Tamam, bakalım. Ama hangi ölçüyü kullanacağız? Neye ve kime göre iyi ya da kötü durumdayız?
Batı karşısındaki komplekslerimizin etkisinde kalmadan bunu kestirebilenimiz çok az. En akıllı saydığım dostlardan biri geçen gün bayramlarımızın çokluğundan ve her birinin öncesinde
"budalaca bir kargaşa" yaşamamızdan yakınıyordu:
"İnsanlar yollara dökülüp birbirlerini eziyorlar. Millet havaalanlarında, tren istasyonlarında perişan oluyor."
Arkadan
"Avrupa'ya göre geriliğimizden en çok öyle günlerde utanıyorum" demez mi!
***
Önümüzdeki cuma Batılıların en özel günü: Noel. Onu kutlayacağız diye -budalaca demeyeyim- çocukça kargaşanın daniskasını haftalardır yaşamaktalar.
Bütçe zorlayarak uzun listelerdeki kişilere armağan almak için alışveriş merkezlerini turlamalar... Her yıl kullanılmış basmakalıp laflarla daha uzun listelerdekilere
"şen" Noel dileme notları yazarken
"Bıktım bu angaryadan" diye söylenmeler... Aynı
"geleneksel" müzik tıngırtılarını bininci kere dinlemekten gına getirmeler... Noel Baba kılığına girip çocuk kandırma soytarılıkları.. Yıl boyunca ihmal edilmiş aile yakınlarına muhabbet ziyareti uğruna tıkanık yollarda ve terminallerde sürünmeler...

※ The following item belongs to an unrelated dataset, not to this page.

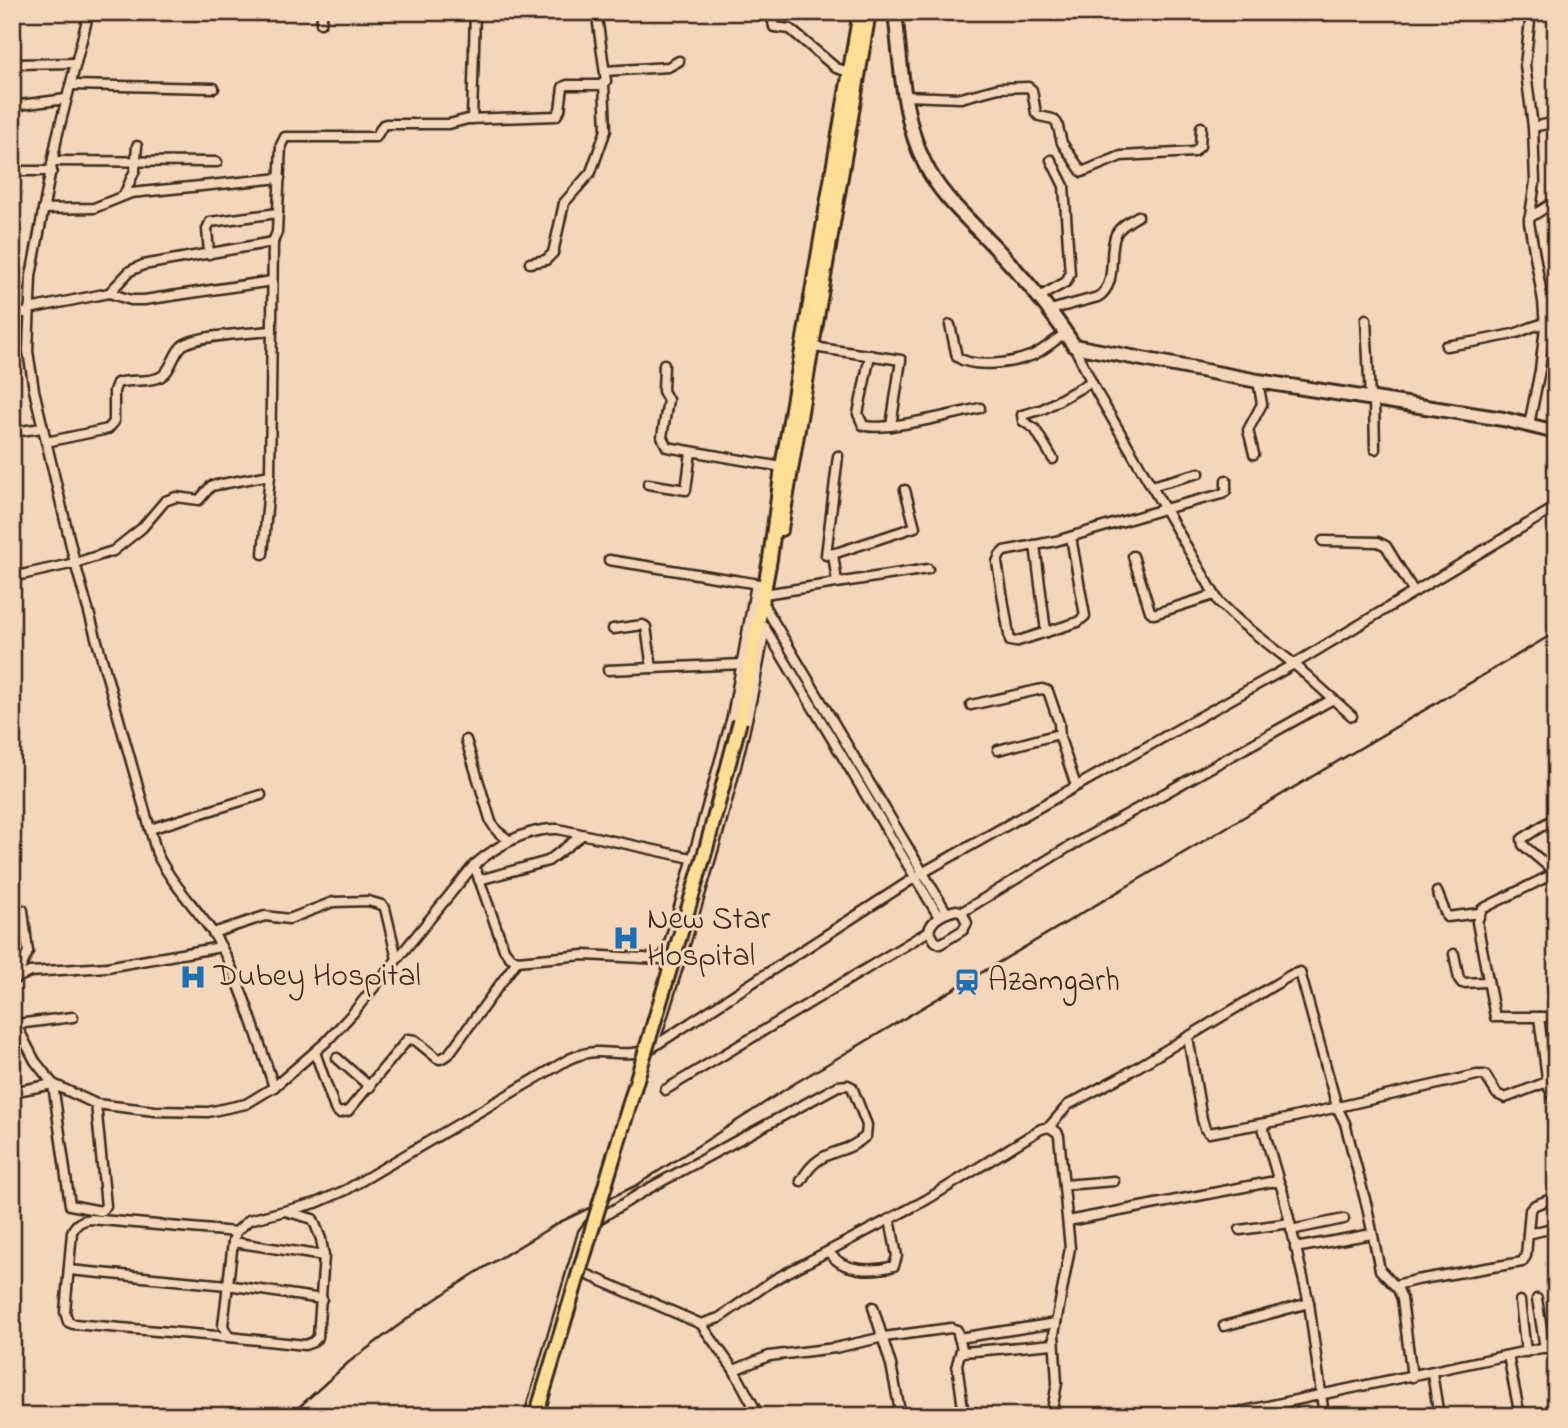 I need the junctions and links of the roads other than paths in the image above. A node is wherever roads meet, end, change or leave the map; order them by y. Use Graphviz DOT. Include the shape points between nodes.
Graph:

İki akşamdır Avrupa televizyon kanallarının haber bültenlerini izlerken insanların ulaşım çilelerini gördükçe merhamet damarlarım kabarıyor.
Karlı dağ yamaçlarında zincirleme kazalar... En sıkışık günlere denk getirilmiş grevler yüzünden havaalanlarında geceleyen yolcular... Aktarma aksaklıkları aşılamayınca, geldiği yere geri gönderilen, öfkeden görevlilere saldıran, saçı sakalı birbirine karışmış adamlar...
Ya teknoloji harikası Manş Tüneli'ndeki
"tren kazası?" İki ucundan çıkabildikçe yerlere kapanıp toprağı öpen kadınlar ağlaşıyordu.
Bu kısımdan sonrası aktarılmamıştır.